- _What to produce_:
The entries are to be duplicated exactly, though any picture in them must be omitted.

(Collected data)
-*-
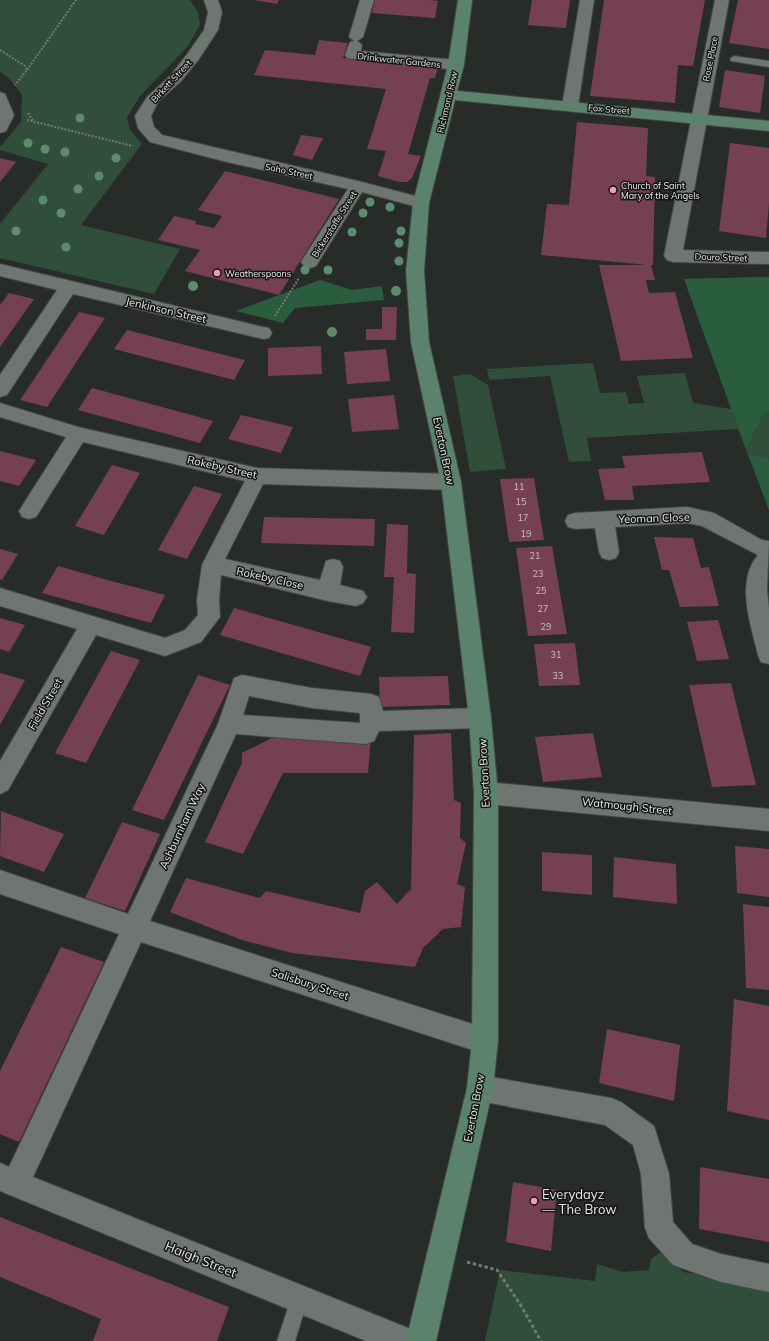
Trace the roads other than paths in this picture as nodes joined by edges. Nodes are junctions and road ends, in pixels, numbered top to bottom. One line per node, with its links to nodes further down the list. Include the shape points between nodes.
1 (211, 0): 13 (street, Birkett Street, via 215,12 211,30 176,78 152,100 143,116 146,128)
2 (366, 0): 8 (street, Drinkwater Gardens, via 352,55)
3 (465, 0): 8 (street, Richmond Row)
4 (587, 0): 10 (street)
5 (722, 0): 11 (street, Rose Place)
6 (734, 59): 7 (lane)
7 (769, 64)
8 (456, 65): 9 (street, Richmond Row)
9 (448, 94): 10 (street, Fox Street); 15 (street, Richmond Row)
10 (570, 106): 11 (street, Fox Street)
11 (698, 118): 12 (street, Fox Street); 16 (street, Rose Place)
12 (769, 126)
13 (156, 139): 14 (street, Soho Street)
14 (358, 186): 15 (street, Soho Street); 18 (street, Bickerstaffe Street)
15 (421, 202): 26 (street, Everton Brow, via 415,271 420,342)
16 (673, 256): 17 (street, Douro Street)
17 (769, 258)
18 (310, 262)
19 (0, 270): 20 (street, Jenkinson Street)
20 (69, 286): 21 (street, Jenkinson Street); 22 (street)
21 (264, 333)
22 (0, 390)
23 (0, 410): 24 (street, Rokeby Street)
24 (78, 434): 25 (street, Rokeby Street); 27 (street)
25 (257, 476): 26 (street, Rokeby Street); 33 (street)
26 (451, 482): 40 (street, Everton Brow)
27 (28, 511)
28 (604, 520): 29 (street, Yeoman Close); 30 (street, Yeoman Close, via 687,515 707,519 758,547); 31 (street, Yeoman Close)
29 (575, 521)
30 (769, 549)
31 (609, 552)
32 (769, 556): 39 (street, via 763,561 757,580 758,609)
33 (212, 565): 35 (street, Rokeby Close); 38 (street, via 209,617 193,636 165,647)
34 (332, 567): 35 (street)
35 (328, 592): 37 (street, Rokeby Close)
36 (0, 597): 38 (street)
37 (356, 597)
38 (91, 625): 43 (street, Field Street)
39 (769, 655)
40 (480, 718): 41 (street); 44 (street, Everton Brow)
41 (372, 722): 42 (street, via 366,734); 42 (street, Ashburnham Way, via 371,704 312,698 242,685)
42 (230, 724): 47 (street, Ashburnham Way)
43 (0, 783)
44 (486, 793): 45 (street, Watmough Street); 48 (street, Everton Brow)
45 (769, 820)
46 (0, 882): 47 (street, Salisbury Street)
47 (135, 928): 48 (street, Salisbury Street); 50 (street)
48 (485, 1041): 49 (street, Everton Brow)
49 (480, 1088): 51 (street, via 611,1112 644,1136 655,1174 659,1228 683,1255 721,1268); 55 (street, Everton Brow)
50 (8, 1180): 52 (street, Haigh Street)
51 (769, 1278)
52 (299, 1299): 53 (lane); 54 (street, Haigh Street)
53 (286, 1341)
54 (402, 1341)
55 (421, 1341)

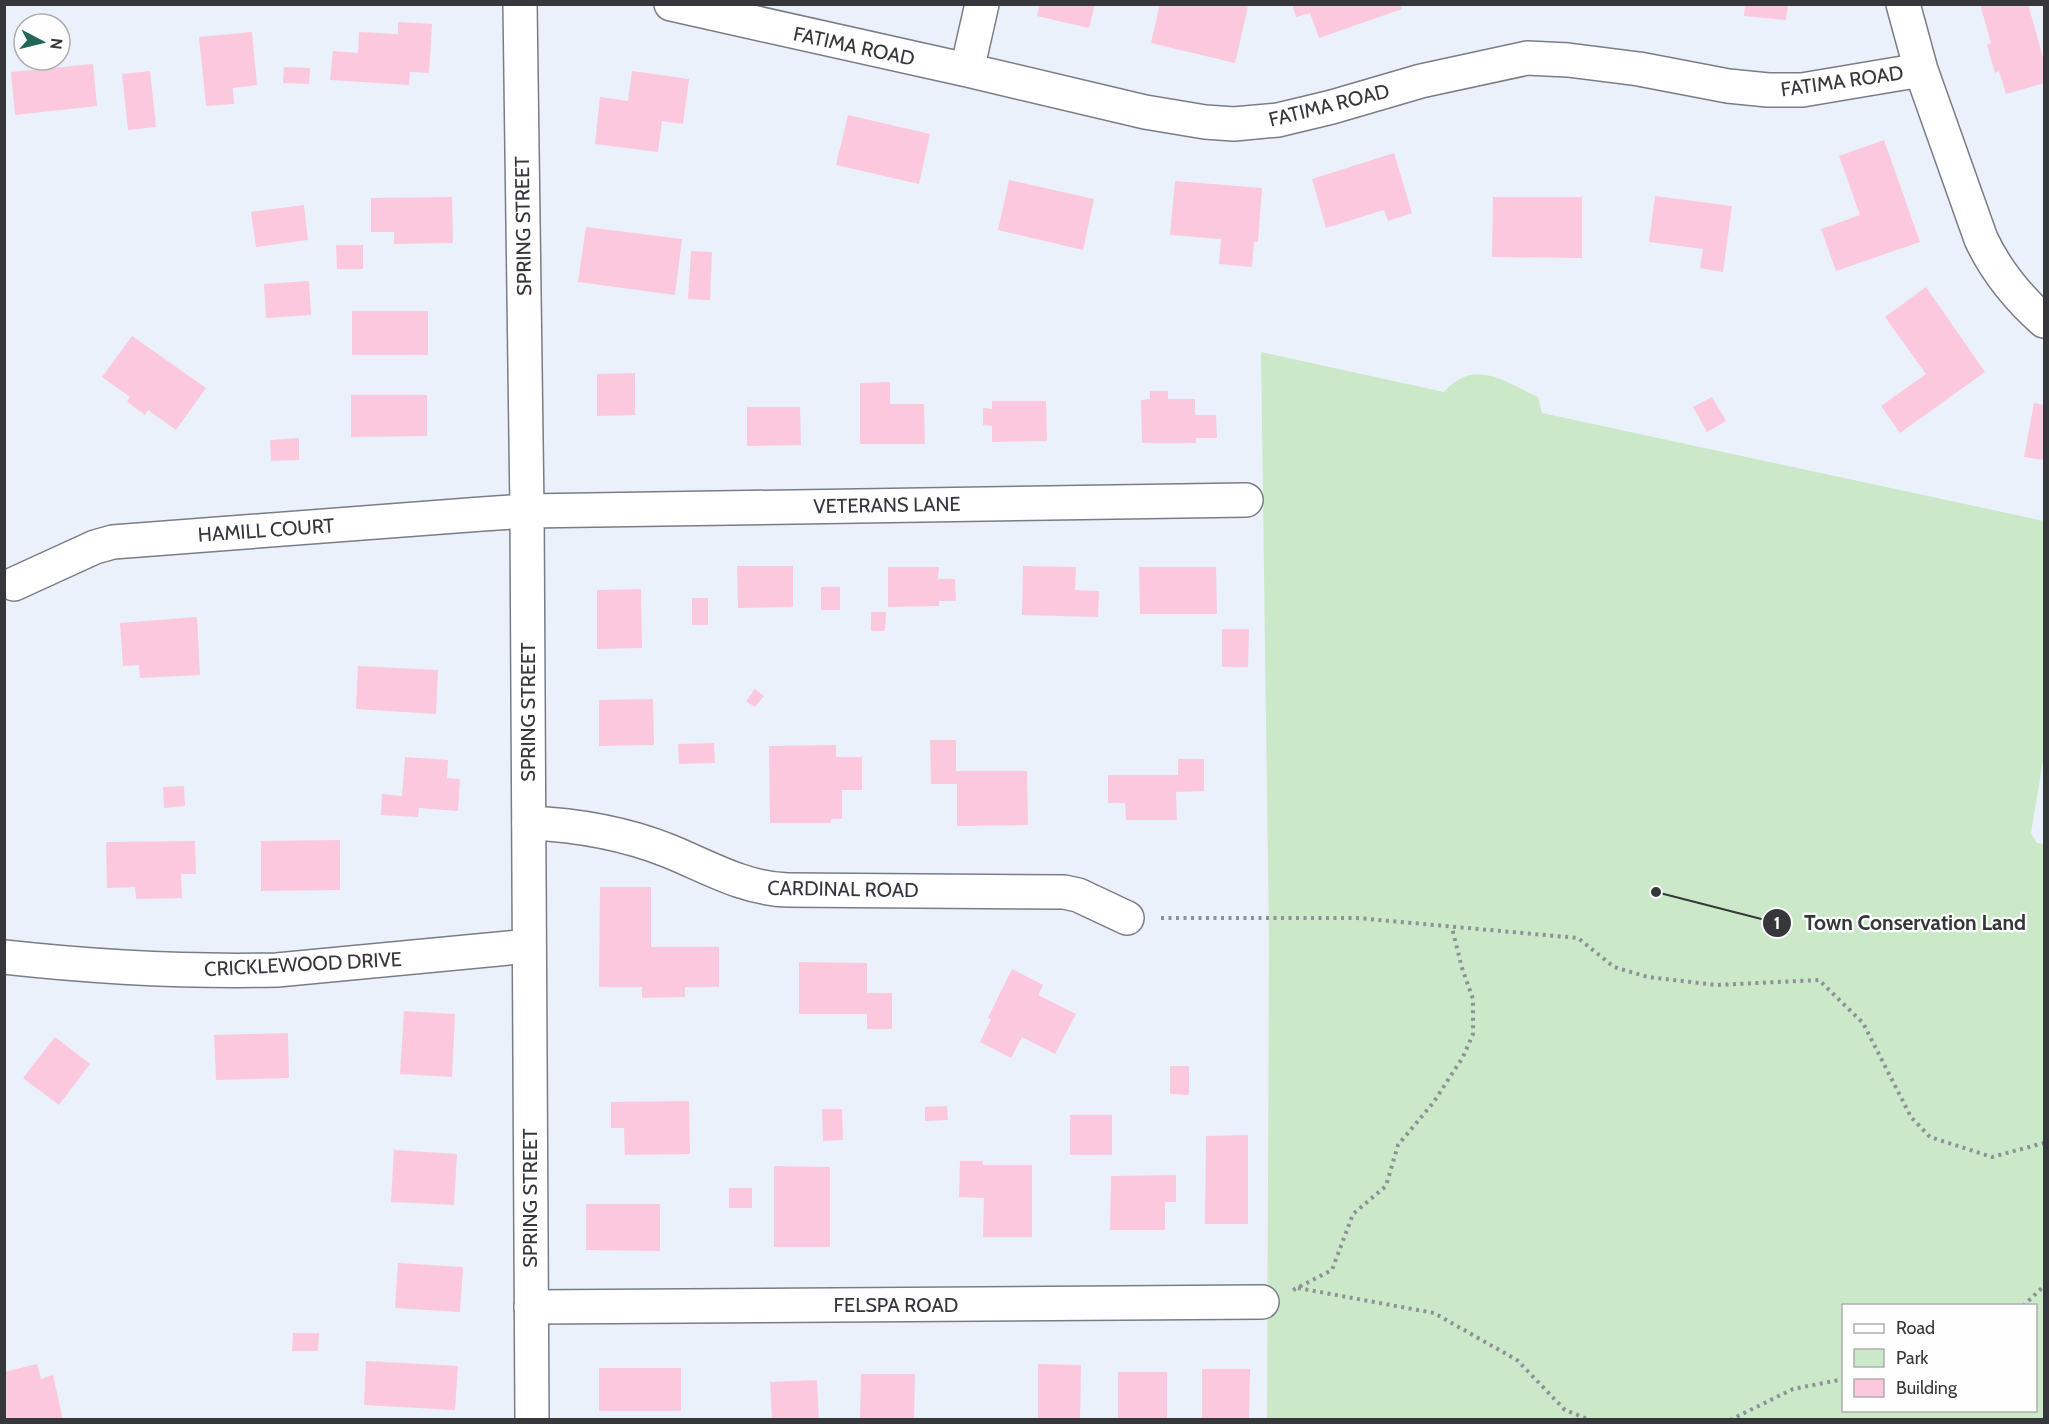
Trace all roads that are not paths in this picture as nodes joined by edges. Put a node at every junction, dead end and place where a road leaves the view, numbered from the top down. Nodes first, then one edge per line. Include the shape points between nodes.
1 (520, 4) edge
2 (671, 4) edge
3 (982, 4) edge
4 (1904, 4) edge
5 (967, 70) junction
6 (1921, 70) junction
7 (2044, 321) edge
8 (1246, 500) dead end
9 (527, 511) junction
10 (14, 584) dead end
11 (529, 823) junction
12 (1127, 918) road end
13 (529, 946) junction
14 (4, 957) edge
15 (1262, 1302) road end
16 (531, 1307) junction
17 (532, 1419) edge

1 - 9 street, SPRING STREET
2 - 5 street, FATIMA ROAD
3 - 5 street
4 - 6 street
5 - 6 street, FATIMA ROAD via 1146,112 1234,124 1278,120 1421,81 1527,58 1627,67 1768,90 1802,90
6 - 7 street via 1984,247 2020,299
8 - 9 street, VETERANS LANE
9 - 10 street, HAMILL COURT via 113,542
9 - 11 street, SPRING STREET
11 - 12 street, CARDINAL ROAD via 583,826 643,841 766,889 1064,892
11 - 13 street, SPRING STREET
13 - 14 street, CRICKLEWOOD DRIVE via 237,971 100,966
13 - 16 street, SPRING STREET
15 - 16 street, FELSPA ROAD
16 - 17 street, SPRING STREET

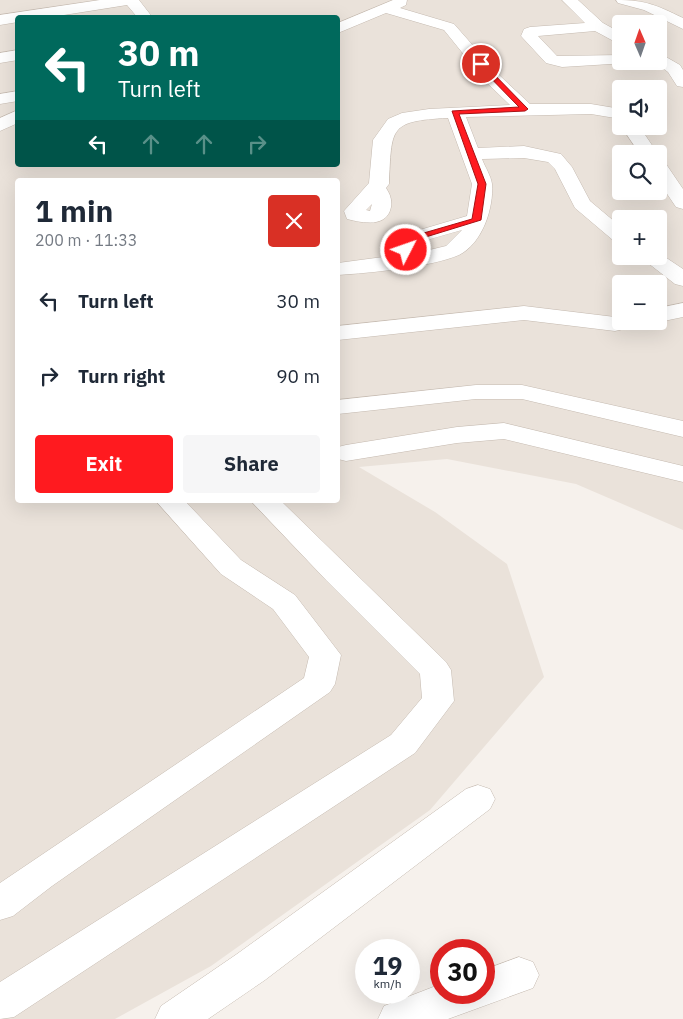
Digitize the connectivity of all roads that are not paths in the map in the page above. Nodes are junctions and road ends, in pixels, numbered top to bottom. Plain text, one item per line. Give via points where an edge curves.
1 (130, 0) edge
2 (412, 0) edge
3 (569, 0) edge
4 (624, 0) edge
5 (654, 4) edge
6 (595, 7) junction
7 (384, 8) junction
8 (32, 15) edge
9 (143, 15) edge
10 (15, 18) edge
11 (0, 20) edge
12 (683, 24) edge
13 (598, 26) junction
14 (340, 27) edge
15 (612, 35) edge
16 (15, 56) edge
17 (0, 58) edge
18 (612, 60) edge
19 (668, 65) edge
20 (683, 82) edge
21 (15, 96) edge
22 (0, 99) edge
23 (525, 109) junction
24 (455, 112) junction
25 (612, 112) edge
26 (15, 116) edge
27 (0, 126) edge
28 (470, 154) junction
29 (667, 180) edge
30 (376, 189) dead end
31 (683, 203) edge
32 (612, 229) edge
33 (662, 265) edge
34 (340, 269) edge
35 (683, 279) edge
36 (683, 310) edge
37 (667, 313) edge
38 (612, 324) edge
39 (340, 333) edge
40 (340, 407) edge
41 (683, 429) edge
42 (346, 453) dead end
43 (683, 474) edge
44 (172, 503) edge
45 (267, 503) edge
46 (478, 799) dead end
47 (0, 904) edge
48 (0, 1004) edge
49 (439, 1004) edge
50 (175, 1019) edge
51 (398, 1019) edge

1 - 8 street
1 - 9 street
2 - 7 street
3 - 6 street
4 - 5 street
4 - 6 street
5 - 12 street
6 - 13 street
7 - 14 street
7 - 23 street via 449,27 492,78
10 - 11 street
13 - 15 street
13 - 18 street via 530,32 530,36 552,60
16 - 17 street
19 - 20 street
21 - 22 street
23 - 24 street
23 - 25 street via 591,109
24 - 28 street
24 - 30 street via 408,117 394,123 382,140
26 - 27 street
28 - 32 street via 524,152 554,158 582,204
28 - 34 street via 482,184 476,225 467,238 453,250 418,260
29 - 31 street
33 - 35 street
36 - 37 street
38 - 39 street via 524,313
40 - 41 street via 476,392 522,392
42 - 43 street via 504,431
44 - 47 street via 231,567 284,602 325,654 319,684
45 - 48 street via 435,670 438,701 403,744
46 - 50 street via 251,968
49 - 51 street

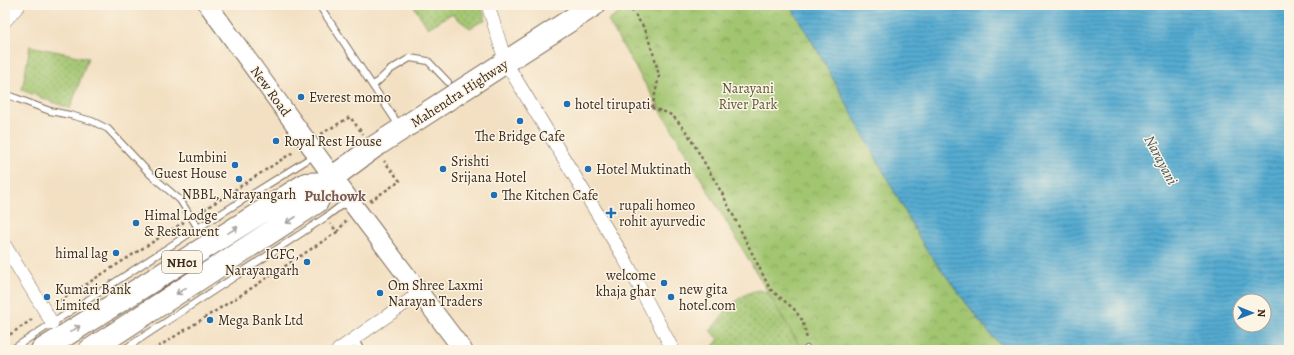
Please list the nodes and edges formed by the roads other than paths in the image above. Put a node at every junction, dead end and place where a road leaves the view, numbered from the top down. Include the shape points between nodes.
-*-
- _Exercise output_:
Trace the roads other than paths in this picture as nodes joined by edges. Nodes are junctions and road ends, in pixels, numbered top to bottom. One line per node, with its links to nodes further down the list. Include the shape points between nodes.
1 (211, 0): 13 (street, Birkett Street, via 215,12 211,30 176,78 152,100 143,116 146,128)
2 (366, 0): 8 (street, Drinkwater Gardens, via 352,55)
3 (465, 0): 8 (street, Richmond Row)
4 (587, 0): 10 (street)
5 (722, 0): 11 (street, Rose Place)
6 (734, 59): 7 (lane)
7 (769, 64)
8 (456, 65): 9 (street, Richmond Row)
9 (448, 94): 10 (street, Fox Street); 15 (street, Richmond Row)
10 (570, 106): 11 (street, Fox Street)
11 (698, 118): 12 (street, Fox Street); 16 (street, Rose Place)
12 (769, 126)
13 (156, 139): 14 (street, Soho Street)
14 (358, 186): 15 (street, Soho Street); 18 (street, Bickerstaffe Street)
15 (421, 202): 26 (street, Everton Brow, via 415,271 420,342)
16 (673, 256): 17 (street, Douro Street)
17 (769, 258)
18 (310, 262)
19 (0, 270): 20 (street, Jenkinson Street)
20 (69, 286): 21 (street, Jenkinson Street); 22 (street)
21 (264, 333)
22 (0, 390)
23 (0, 410): 24 (street, Rokeby Street)
24 (78, 434): 25 (street, Rokeby Street); 27 (street)
25 (257, 476): 26 (street, Rokeby Street); 33 (street)
26 (451, 482): 40 (street, Everton Brow)
27 (28, 511)
28 (604, 520): 29 (street, Yeoman Close); 30 (street, Yeoman Close, via 687,515 707,519 758,547); 31 (street, Yeoman Close)
29 (575, 521)
30 (769, 549)
31 (609, 552)
32 (769, 556): 39 (street, via 763,561 757,580 758,609)
33 (212, 565): 35 (street, Rokeby Close); 38 (street, via 209,617 193,636 165,647)
34 (332, 567): 35 (street)
35 (328, 592): 37 (street, Rokeby Close)
36 (0, 597): 38 (street)
37 (356, 597)
38 (91, 625): 43 (street, Field Street)
39 (769, 655)
40 (480, 718): 41 (street); 44 (street, Everton Brow)
41 (372, 722): 42 (street, via 366,734); 42 (street, Ashburnham Way, via 371,704 312,698 242,685)
42 (230, 724): 47 (street, Ashburnham Way)
43 (0, 783)
44 (486, 793): 45 (street, Watmough Street); 48 (street, Everton Brow)
45 (769, 820)
46 (0, 882): 47 (street, Salisbury Street)
47 (135, 928): 48 (street, Salisbury Street); 50 (street)
48 (485, 1041): 49 (street, Everton Brow)
49 (480, 1088): 51 (street, via 611,1112 644,1136 655,1174 659,1228 683,1255 721,1268); 55 (street, Everton Brow)
50 (8, 1180): 52 (street, Haigh Street)
51 (769, 1278)
52 (299, 1299): 53 (lane); 54 (street, Haigh Street)
53 (286, 1341)
54 (402, 1341)
55 (421, 1341)

Trace all roads that are not paths in this picture as nodes joined by edges. Put a node at every junction, dead end and place where a road leaves the view, numbered from the top down. Nodes first, then one edge per line. Include the shape points between nodes.
1 (520, 4) edge
2 (671, 4) edge
3 (982, 4) edge
4 (1904, 4) edge
5 (967, 70) junction
6 (1921, 70) junction
7 (2044, 321) edge
8 (1246, 500) dead end
9 (527, 511) junction
10 (14, 584) dead end
11 (529, 823) junction
12 (1127, 918) road end
13 (529, 946) junction
14 (4, 957) edge
15 (1262, 1302) road end
16 (531, 1307) junction
17 (532, 1419) edge

1 - 9 street, SPRING STREET
2 - 5 street, FATIMA ROAD
3 - 5 street
4 - 6 street
5 - 6 street, FATIMA ROAD via 1146,112 1234,124 1278,120 1421,81 1527,58 1627,67 1768,90 1802,90
6 - 7 street via 1984,247 2020,299
8 - 9 street, VETERANS LANE
9 - 10 street, HAMILL COURT via 113,542
9 - 11 street, SPRING STREET
11 - 12 street, CARDINAL ROAD via 583,826 643,841 766,889 1064,892
11 - 13 street, SPRING STREET
13 - 14 street, CRICKLEWOOD DRIVE via 237,971 100,966
13 - 16 street, SPRING STREET
15 - 16 street, FELSPA ROAD
16 - 17 street, SPRING STREET

Digitize the connectivity of all roads that are not paths in the map in the page above. Nodes are junctions and road ends, in pixels, numbered top to bottom. Plain text, one item per line. Give via points where an edge curves.
1 (130, 0) edge
2 (412, 0) edge
3 (569, 0) edge
4 (624, 0) edge
5 (654, 4) edge
6 (595, 7) junction
7 (384, 8) junction
8 (32, 15) edge
9 (143, 15) edge
10 (15, 18) edge
11 (0, 20) edge
12 (683, 24) edge
13 (598, 26) junction
14 (340, 27) edge
15 (612, 35) edge
16 (15, 56) edge
17 (0, 58) edge
18 (612, 60) edge
19 (668, 65) edge
20 (683, 82) edge
21 (15, 96) edge
22 (0, 99) edge
23 (525, 109) junction
24 (455, 112) junction
25 (612, 112) edge
26 (15, 116) edge
27 (0, 126) edge
28 (470, 154) junction
29 (667, 180) edge
30 (376, 189) dead end
31 (683, 203) edge
32 (612, 229) edge
33 (662, 265) edge
34 (340, 269) edge
35 (683, 279) edge
36 (683, 310) edge
37 (667, 313) edge
38 (612, 324) edge
39 (340, 333) edge
40 (340, 407) edge
41 (683, 429) edge
42 (346, 453) dead end
43 (683, 474) edge
44 (172, 503) edge
45 (267, 503) edge
46 (478, 799) dead end
47 (0, 904) edge
48 (0, 1004) edge
49 (439, 1004) edge
50 (175, 1019) edge
51 (398, 1019) edge

1 - 8 street
1 - 9 street
2 - 7 street
3 - 6 street
4 - 5 street
4 - 6 street
5 - 12 street
6 - 13 street
7 - 14 street
7 - 23 street via 449,27 492,78
10 - 11 street
13 - 15 street
13 - 18 street via 530,32 530,36 552,60
16 - 17 street
19 - 20 street
21 - 22 street
23 - 24 street
23 - 25 street via 591,109
24 - 28 street
24 - 30 street via 408,117 394,123 382,140
26 - 27 street
28 - 32 street via 524,152 554,158 582,204
28 - 34 street via 482,184 476,225 467,238 453,250 418,260
29 - 31 street
33 - 35 street
36 - 37 street
38 - 39 street via 524,313
40 - 41 street via 476,392 522,392
42 - 43 street via 504,431
44 - 47 street via 231,567 284,602 325,654 319,684
45 - 48 street via 435,670 438,701 403,744
46 - 50 street via 251,968
49 - 51 street

Please list the nodes and edges formed by the roads other than paths in the image above. Put a node at every junction, dead end and place where a road leaves the view, numbered from the top down. Include the shape points between nodes.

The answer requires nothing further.